> **Task statement**:
Go through the records underneath and count the lines that include the string "road". Give nothing but the number.

== Records for this task

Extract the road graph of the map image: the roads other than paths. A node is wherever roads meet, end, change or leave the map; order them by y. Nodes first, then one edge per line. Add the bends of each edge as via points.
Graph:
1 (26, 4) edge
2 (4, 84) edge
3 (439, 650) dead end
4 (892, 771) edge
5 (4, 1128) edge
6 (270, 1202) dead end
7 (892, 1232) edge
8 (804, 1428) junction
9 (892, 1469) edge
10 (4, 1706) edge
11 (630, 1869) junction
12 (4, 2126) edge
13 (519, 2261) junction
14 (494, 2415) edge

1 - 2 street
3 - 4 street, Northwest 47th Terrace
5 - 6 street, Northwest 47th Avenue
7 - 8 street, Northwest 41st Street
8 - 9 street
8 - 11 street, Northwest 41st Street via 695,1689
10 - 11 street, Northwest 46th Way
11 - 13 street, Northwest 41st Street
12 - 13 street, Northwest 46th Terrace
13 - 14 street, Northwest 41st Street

====
== Records for this task

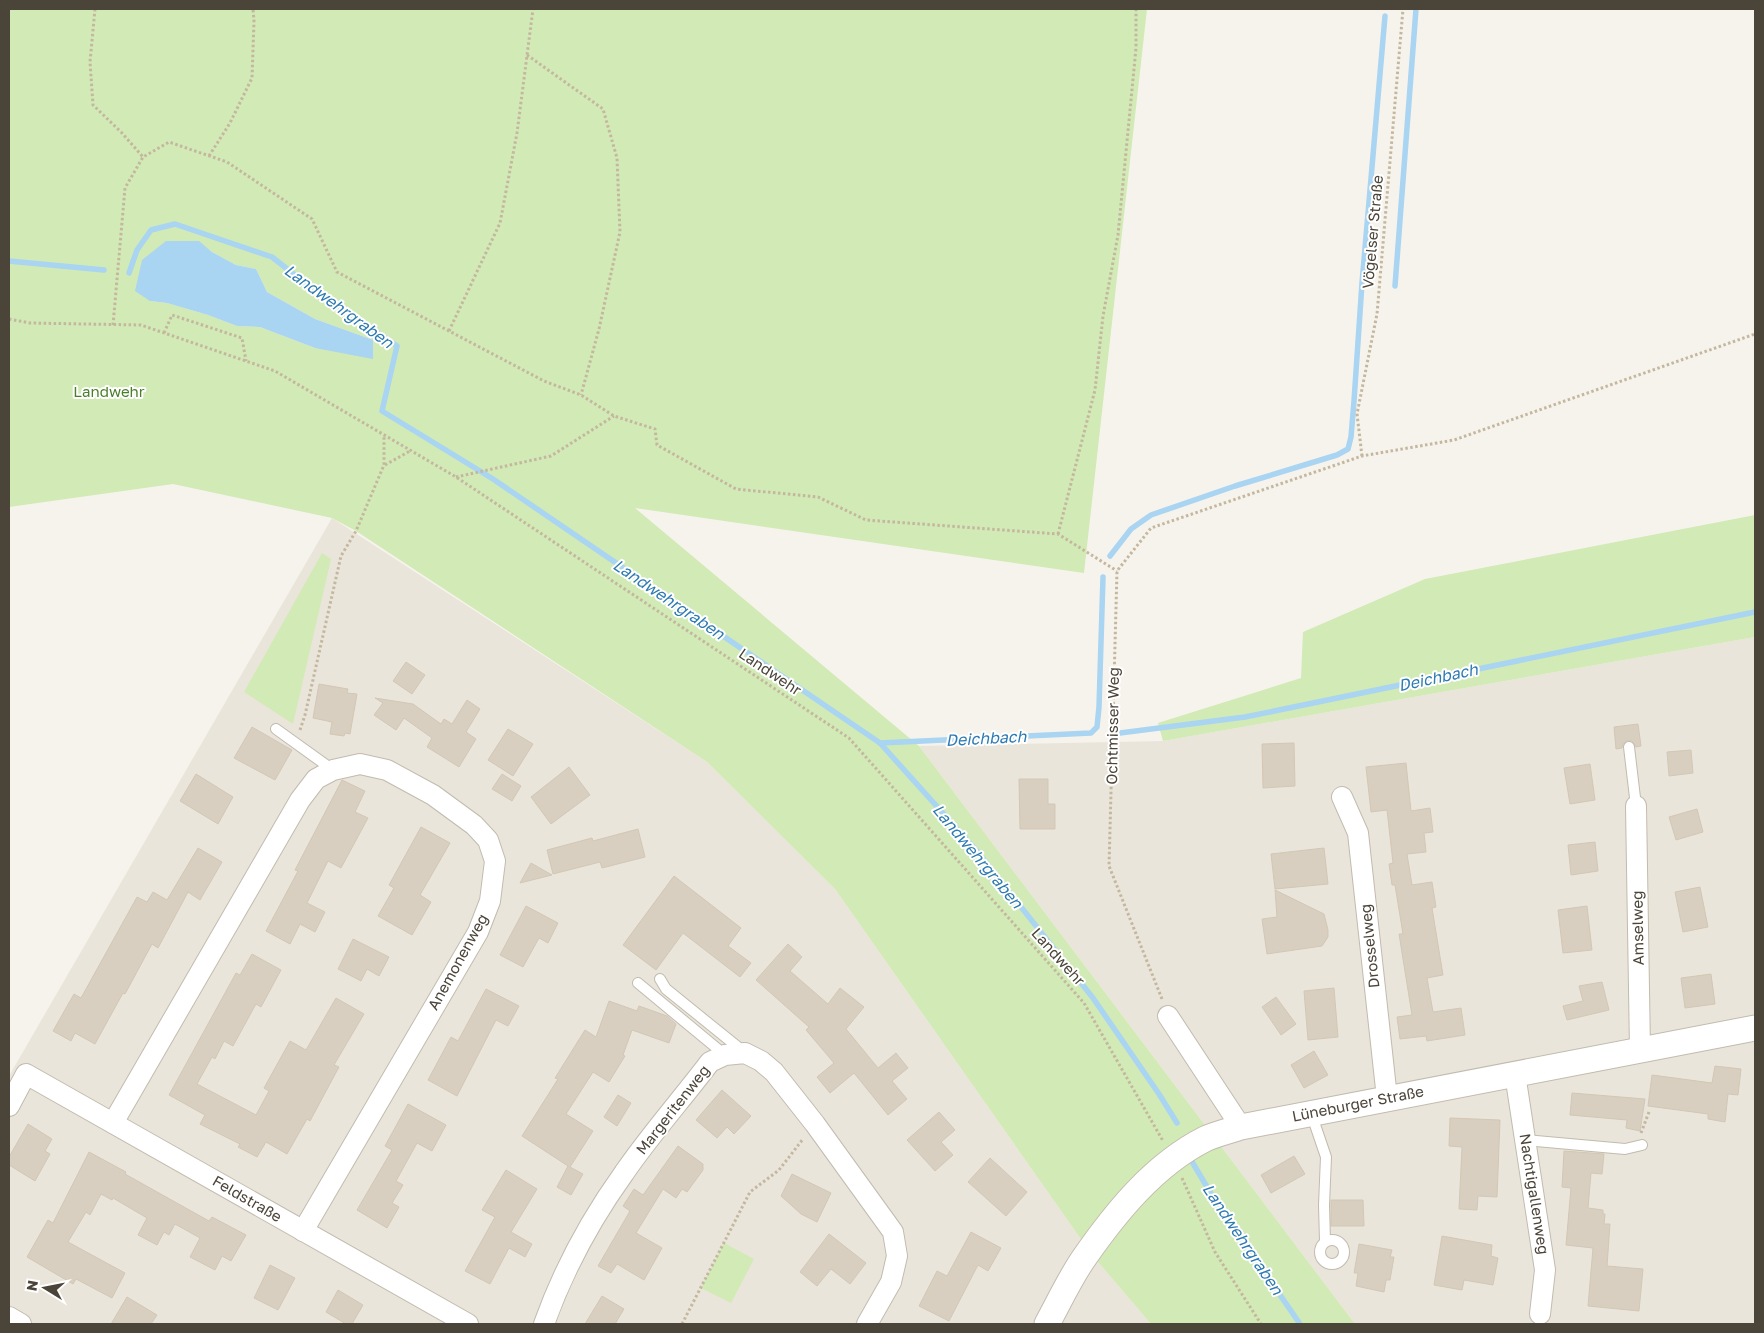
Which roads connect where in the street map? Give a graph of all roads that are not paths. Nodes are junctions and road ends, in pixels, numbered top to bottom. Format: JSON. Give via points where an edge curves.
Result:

====

> **Written answer**:
2